§ DATA SUPPLIED:
-- -- --

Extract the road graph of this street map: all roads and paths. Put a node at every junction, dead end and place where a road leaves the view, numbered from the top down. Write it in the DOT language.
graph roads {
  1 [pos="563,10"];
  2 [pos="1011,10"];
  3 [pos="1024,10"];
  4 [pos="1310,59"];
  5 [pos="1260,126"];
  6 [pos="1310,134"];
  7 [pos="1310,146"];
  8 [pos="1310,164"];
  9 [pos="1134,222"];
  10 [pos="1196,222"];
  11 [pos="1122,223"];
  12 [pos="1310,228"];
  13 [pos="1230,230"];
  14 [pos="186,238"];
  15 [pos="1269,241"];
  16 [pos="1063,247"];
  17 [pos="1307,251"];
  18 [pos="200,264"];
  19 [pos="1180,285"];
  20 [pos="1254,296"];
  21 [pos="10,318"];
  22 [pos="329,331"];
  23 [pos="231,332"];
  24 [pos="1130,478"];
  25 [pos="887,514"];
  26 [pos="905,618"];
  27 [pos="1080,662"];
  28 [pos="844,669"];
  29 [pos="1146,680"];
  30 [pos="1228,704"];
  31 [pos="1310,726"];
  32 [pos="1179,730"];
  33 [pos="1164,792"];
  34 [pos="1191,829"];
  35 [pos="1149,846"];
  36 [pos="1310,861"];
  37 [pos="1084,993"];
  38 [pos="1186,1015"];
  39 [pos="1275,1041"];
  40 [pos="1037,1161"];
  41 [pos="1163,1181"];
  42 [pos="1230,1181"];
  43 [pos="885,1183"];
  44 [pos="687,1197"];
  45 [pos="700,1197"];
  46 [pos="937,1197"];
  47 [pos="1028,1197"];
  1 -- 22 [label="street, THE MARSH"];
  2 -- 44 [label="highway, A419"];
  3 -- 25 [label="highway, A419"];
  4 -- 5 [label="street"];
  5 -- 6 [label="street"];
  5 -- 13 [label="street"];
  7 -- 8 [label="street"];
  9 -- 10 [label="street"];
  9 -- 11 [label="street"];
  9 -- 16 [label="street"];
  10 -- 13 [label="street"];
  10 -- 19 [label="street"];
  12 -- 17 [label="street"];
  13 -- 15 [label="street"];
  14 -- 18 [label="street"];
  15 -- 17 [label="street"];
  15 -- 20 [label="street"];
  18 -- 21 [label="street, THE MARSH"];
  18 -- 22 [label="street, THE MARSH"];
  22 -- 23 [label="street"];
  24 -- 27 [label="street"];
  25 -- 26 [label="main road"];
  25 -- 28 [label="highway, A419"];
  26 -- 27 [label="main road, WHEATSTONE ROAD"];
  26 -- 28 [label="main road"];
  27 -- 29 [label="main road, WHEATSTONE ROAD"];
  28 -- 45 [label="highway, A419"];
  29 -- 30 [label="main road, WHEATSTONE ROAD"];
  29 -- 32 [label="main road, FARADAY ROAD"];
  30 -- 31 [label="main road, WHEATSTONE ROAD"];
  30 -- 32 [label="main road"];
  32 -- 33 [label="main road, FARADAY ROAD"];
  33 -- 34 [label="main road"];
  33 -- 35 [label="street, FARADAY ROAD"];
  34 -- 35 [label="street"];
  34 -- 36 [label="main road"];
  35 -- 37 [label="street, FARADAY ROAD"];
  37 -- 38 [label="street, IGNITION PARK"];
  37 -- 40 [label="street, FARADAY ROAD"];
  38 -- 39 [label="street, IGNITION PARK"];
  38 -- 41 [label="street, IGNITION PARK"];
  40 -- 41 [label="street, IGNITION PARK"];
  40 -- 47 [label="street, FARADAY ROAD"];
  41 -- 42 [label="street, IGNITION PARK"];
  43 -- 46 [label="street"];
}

-- -- --

§ REQUIRED ACTION: Return the material exactly. Leave out no line.

§ FINAL ANSWER:
Extract the road graph of this street map: all roads and paths. Put a node at every junction, dead end and place where a road leaves the view, numbered from the top down. Write it in the DOT language.
graph roads {
  1 [pos="563,10"];
  2 [pos="1011,10"];
  3 [pos="1024,10"];
  4 [pos="1310,59"];
  5 [pos="1260,126"];
  6 [pos="1310,134"];
  7 [pos="1310,146"];
  8 [pos="1310,164"];
  9 [pos="1134,222"];
  10 [pos="1196,222"];
  11 [pos="1122,223"];
  12 [pos="1310,228"];
  13 [pos="1230,230"];
  14 [pos="186,238"];
  15 [pos="1269,241"];
  16 [pos="1063,247"];
  17 [pos="1307,251"];
  18 [pos="200,264"];
  19 [pos="1180,285"];
  20 [pos="1254,296"];
  21 [pos="10,318"];
  22 [pos="329,331"];
  23 [pos="231,332"];
  24 [pos="1130,478"];
  25 [pos="887,514"];
  26 [pos="905,618"];
  27 [pos="1080,662"];
  28 [pos="844,669"];
  29 [pos="1146,680"];
  30 [pos="1228,704"];
  31 [pos="1310,726"];
  32 [pos="1179,730"];
  33 [pos="1164,792"];
  34 [pos="1191,829"];
  35 [pos="1149,846"];
  36 [pos="1310,861"];
  37 [pos="1084,993"];
  38 [pos="1186,1015"];
  39 [pos="1275,1041"];
  40 [pos="1037,1161"];
  41 [pos="1163,1181"];
  42 [pos="1230,1181"];
  43 [pos="885,1183"];
  44 [pos="687,1197"];
  45 [pos="700,1197"];
  46 [pos="937,1197"];
  47 [pos="1028,1197"];
  1 -- 22 [label="street, THE MARSH"];
  2 -- 44 [label="highway, A419"];
  3 -- 25 [label="highway, A419"];
  4 -- 5 [label="street"];
  5 -- 6 [label="street"];
  5 -- 13 [label="street"];
  7 -- 8 [label="street"];
  9 -- 10 [label="street"];
  9 -- 11 [label="street"];
  9 -- 16 [label="street"];
  10 -- 13 [label="street"];
  10 -- 19 [label="street"];
  12 -- 17 [label="street"];
  13 -- 15 [label="street"];
  14 -- 18 [label="street"];
  15 -- 17 [label="street"];
  15 -- 20 [label="street"];
  18 -- 21 [label="street, THE MARSH"];
  18 -- 22 [label="street, THE MARSH"];
  22 -- 23 [label="street"];
  24 -- 27 [label="street"];
  25 -- 26 [label="main road"];
  25 -- 28 [label="highway, A419"];
  26 -- 27 [label="main road, WHEATSTONE ROAD"];
  26 -- 28 [label="main road"];
  27 -- 29 [label="main road, WHEATSTONE ROAD"];
  28 -- 45 [label="highway, A419"];
  29 -- 30 [label="main road, WHEATSTONE ROAD"];
  29 -- 32 [label="main road, FARADAY ROAD"];
  30 -- 31 [label="main road, WHEATSTONE ROAD"];
  30 -- 32 [label="main road"];
  32 -- 33 [label="main road, FARADAY ROAD"];
  33 -- 34 [label="main road"];
  33 -- 35 [label="street, FARADAY ROAD"];
  34 -- 35 [label="street"];
  34 -- 36 [label="main road"];
  35 -- 37 [label="street, FARADAY ROAD"];
  37 -- 38 [label="street, IGNITION PARK"];
  37 -- 40 [label="street, FARADAY ROAD"];
  38 -- 39 [label="street, IGNITION PARK"];
  38 -- 41 [label="street, IGNITION PARK"];
  40 -- 41 [label="street, IGNITION PARK"];
  40 -- 47 [label="street, FARADAY ROAD"];
  41 -- 42 [label="street, IGNITION PARK"];
  43 -- 46 [label="street"];
}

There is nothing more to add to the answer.